CIA Director John Brennan's statement, contained in a message
distributed to CIA employees, comes amid a fierce dispute over
whether members of the spy agency secretly monitored a Senate
Intelligence Committee investigation of the detention and
interrogation policies used under former Republican President George
W. Bush.
In the message, Brennan praised committee chairwoman Dianne
Feinstein, who on March 11 accused the CIA of spying on Congress and
possibly breaking the law.
Feinstein, a Democrat, said the CIA had searched computers used by
committee staffers examining CIA documents when researching the
agency's counterterrorism operations and its use of interrogation
methods such as simulated drowning, or "waterboarding."
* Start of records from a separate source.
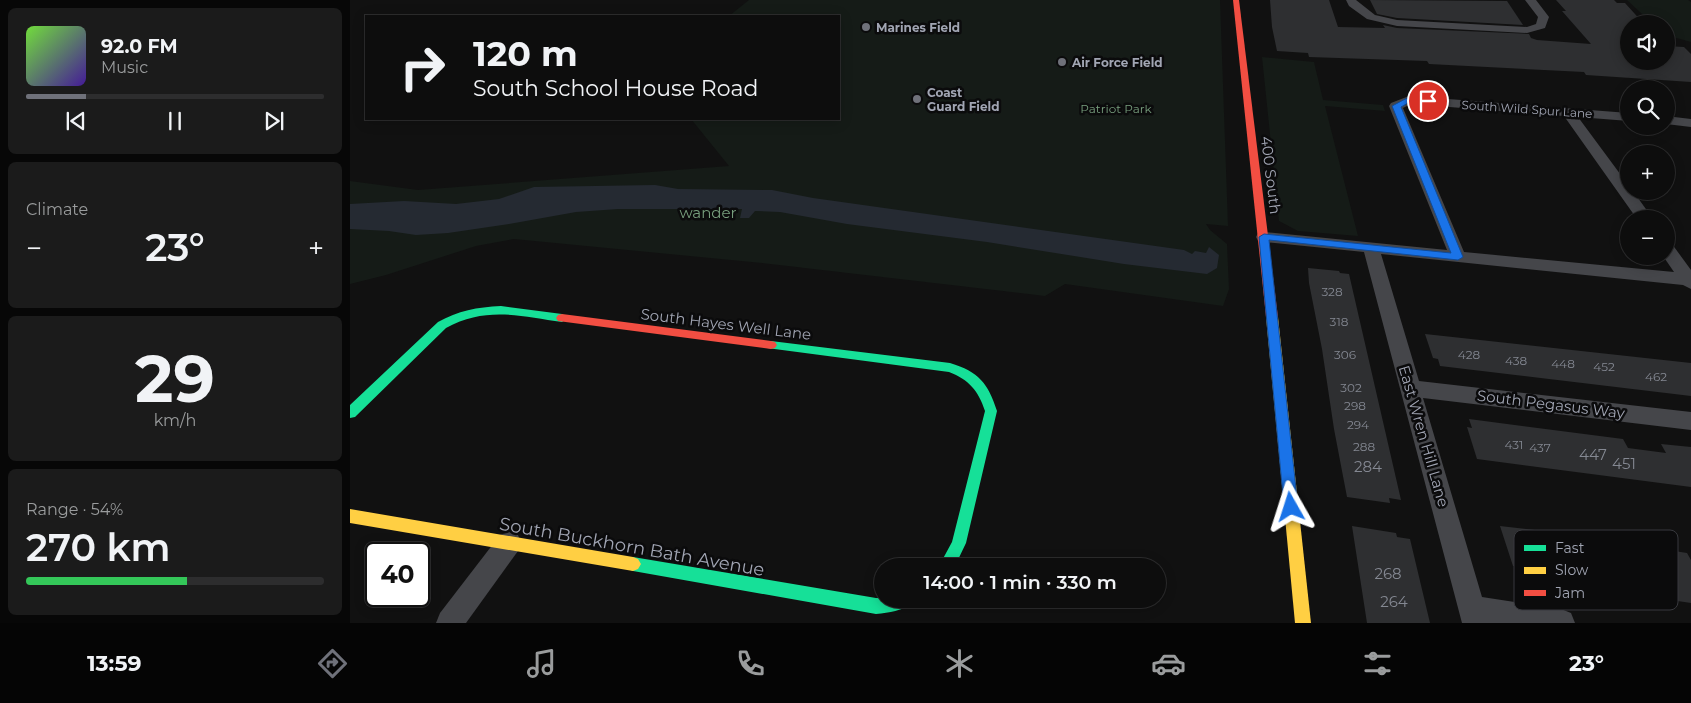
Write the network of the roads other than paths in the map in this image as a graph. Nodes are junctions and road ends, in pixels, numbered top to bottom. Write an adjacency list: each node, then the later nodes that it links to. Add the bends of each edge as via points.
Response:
1 (1236, 0): 10 (street, 400 South)
2 (1351, 0): 4 (street)
3 (1530, 0): 4 (street, via 1544,17 1541,26 1527,30 1397,23)
4 (1371, 17)
5 (1567, 111): 6 (street, South Wild Spur Lane); 9 (street); 12 (street, South Wild Spur Lane, via 1409,100 1396,106)
6 (1620, 116)
7 (1675, 121): 8 (street)
8 (1691, 123)
9 (1638, 210)
10 (1264, 237): 11 (street); 24 (street, 400 South)
11 (1371, 248): 12 (street); 15 (street, East Wren Hill Lane)
12 (1458, 257): 14 (street)
13 (1675, 260): 14 (street)
14 (1690, 281)
15 (1410, 388): 17 (street, South Pegasus Way); 22 (street, East Wren Hill Lane)
16 (350, 413): 20 (street, South Hayes Well Lane, via 442,325 465,313 492,309 961,371 978,383 991,411 959,543)
17 (1691, 421)
18 (350, 516): 19 (street, South Buckhorn Bath Avenue)
19 (509, 543): 21 (street, South Buckhorn Bath Avenue); 23 (street)
20 (951, 558)
21 (874, 606)
22 (1474, 616): 25 (street)
23 (450, 623)
24 (1303, 623)
25 (1561, 623)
Brennan, in a message made available to Reuters by a U.S. official,
said that Feinstein and the other leaders of the two congressional
intelligence panels "carry out their oversight responsibilities with
great dedication and patriotism."
He added that "the CIA has benefited over the years from their
leadership as well as their strong support for CIA programs and
employees."
"I expect the Committee will submit at least some portion of the
report to the CIA for classification review, and, if that happens,
CIA will carry out the review expeditiously. As I noted in a letter
to the Committee last June, CIA must learn from the past and take
immediate steps to prevent any shortcomings in Agency intelligence
activities," Brennan added.
Senate Majority Leader Harry Reid on Thursday backed Feinstein in
the dispute with the CIA, ordering an investigation into what he
called an "indefensible" breach of the panel's computers by the CIA.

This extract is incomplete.